When they arrived, an intern greeted her and was taking all the pertinent information when my mother told him the baby was coming. Although she remembers saying it in English, in moments of stress, she has been known to switch to Finnish, the language most often spoken in her childhood home.
Although I learned very little of the language, the tone my mother invoked at such moments was a mixture of a hard left jab followed by a whiff of smelling salts. (A generation earlier, during the Great Depression, my Grandma Salli couldn’t afford the smelling salts, so people had to come to on their own.)
The day I was born, a long-time nurse who may have been from the Upper Peninsula of Michigan recognized the language or the tenor of Mom’s voice, swept aside the intern and put my Mom on a gurney. Minutes later, I was tugged from her womb with a pair of forceps I always mention when my wife comments on the odd shape of my head.
My mother was asleep during the extraction and initially had to rely on the report from my deeply kind and sentimental late father, who told her, my noggin notwithstanding, “We have another beautiful boy.”
There’s always such joy in her voice when she tells the story, and I’m always surprised that at one time, my mere presence brought into someone else’s life the kind of joy my grandsons bring into mine. The only other time I remember a similar reaction from Mom was when she told me the story of the day they didn’t have enough money for lunchmeat and I told her I was happy with a mustard sandwich.
My brother also called Monday. He was visiting Utah with his two sons, their wives and his two grandchildren. They all got together because one of the sons is a particularly skilled math teacher who helps to teach summer seminars in Park City, Utah.
Although grandson Archie, named for our grandfather, is in a vastly advanced weight class, Bill reported that granddaughter Annilee had yet to be put on concussion protocol as a result of grandchild interactions.
The calls were sprinkled into a day in which my wife and I enjoyed the company of Atticus, our older grandson, who is as goofy as I am and as semi-aware of the world around him. Both of us, I think, find the imaginary world a more pleasant place to wander.
We took a bike ride together so he’d a have a chance to learn to ride on flat land, something not possible in his neighborhood. It reinforced lessons learned the night before with my wife, although this time, neither rider took a spill.
And that came at the end of a day highlighted by a tour of the Ohio Caverns, where a little boy who has been fascinated by zoos and aquariums took in another part of the natural world, making an impression on the tour when he correctly answered the tour guide’s first question by saying the word “stalactite.”
Of course, the excitement with which he was discovering the world lifted our spirits, and the spirit with which he selected treasures at the gift shop reminded me of one of the quantum leaps of childhood joy. It’s a joy I shared with my Grandpa Salli (the earlier mentioned Archie) when we both bought a wallet woven together with plastic string and bearing images of Yellowstone Park.

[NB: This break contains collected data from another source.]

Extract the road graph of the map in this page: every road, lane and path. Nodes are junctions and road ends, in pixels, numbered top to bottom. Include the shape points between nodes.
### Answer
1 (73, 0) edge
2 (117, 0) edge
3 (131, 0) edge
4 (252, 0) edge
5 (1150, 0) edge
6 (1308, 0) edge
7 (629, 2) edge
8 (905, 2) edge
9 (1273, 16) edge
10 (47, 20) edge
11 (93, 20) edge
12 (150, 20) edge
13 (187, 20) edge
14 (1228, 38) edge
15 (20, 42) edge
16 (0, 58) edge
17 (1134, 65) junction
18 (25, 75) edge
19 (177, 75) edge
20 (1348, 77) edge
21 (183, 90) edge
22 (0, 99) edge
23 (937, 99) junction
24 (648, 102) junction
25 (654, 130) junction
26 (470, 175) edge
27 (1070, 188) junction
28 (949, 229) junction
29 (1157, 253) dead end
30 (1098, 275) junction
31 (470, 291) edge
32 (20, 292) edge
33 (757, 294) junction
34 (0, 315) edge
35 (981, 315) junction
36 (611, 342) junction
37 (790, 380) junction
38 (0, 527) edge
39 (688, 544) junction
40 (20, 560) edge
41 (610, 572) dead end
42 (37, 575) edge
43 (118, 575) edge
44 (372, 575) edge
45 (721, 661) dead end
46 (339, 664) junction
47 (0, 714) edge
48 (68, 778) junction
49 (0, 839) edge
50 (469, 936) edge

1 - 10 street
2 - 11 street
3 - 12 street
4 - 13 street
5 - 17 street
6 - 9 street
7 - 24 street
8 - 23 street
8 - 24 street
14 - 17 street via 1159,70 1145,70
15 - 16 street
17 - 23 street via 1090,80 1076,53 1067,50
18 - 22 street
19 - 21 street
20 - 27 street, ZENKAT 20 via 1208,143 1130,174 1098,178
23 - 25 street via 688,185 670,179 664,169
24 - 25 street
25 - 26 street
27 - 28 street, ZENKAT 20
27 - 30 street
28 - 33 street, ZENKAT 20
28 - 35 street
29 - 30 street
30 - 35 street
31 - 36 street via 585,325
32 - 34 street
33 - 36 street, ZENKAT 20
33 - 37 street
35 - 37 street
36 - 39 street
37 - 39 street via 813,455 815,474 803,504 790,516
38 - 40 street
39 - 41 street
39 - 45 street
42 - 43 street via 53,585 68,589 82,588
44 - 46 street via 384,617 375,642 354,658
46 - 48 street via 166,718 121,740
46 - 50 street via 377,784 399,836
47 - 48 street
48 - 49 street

We had those wallets in our pockets when we nearly ran into a bear in the dark while trying to return to a cottage heated with a brand of pressed wood that was as natural as pasteurized processed cheese.
Sunday night, I had gone to sleep with Atticus between my wife and me and awakened shortly after 3 a.m. Tuesday when nature called.
Just as the kids at Ohio Caverns had panned for gems in a water sluice the day before, I once again pulled out the strainer I had been using since I came home from the emergency room on Memorial Day.
During the month that followed, I had come to accept in my meetings the friendly urologist I was referred to, that he would be violating me by sending a snake into my personal plumbing to retrieve that jagged little kidney stone.
I postponed the violation hoping nature would take its course. But when my birthday passed and the kidney stone hadn’t, I was resigned to my fate.
Then, just after 3 a.m., although I hadn’t blown out a candle, my birthday wish was granted.
It was slightly late, but it was the best birthday present this 64-year-old grandpa could have received.
Because in the words of the immortal Jimi Hendrix, I was stone free.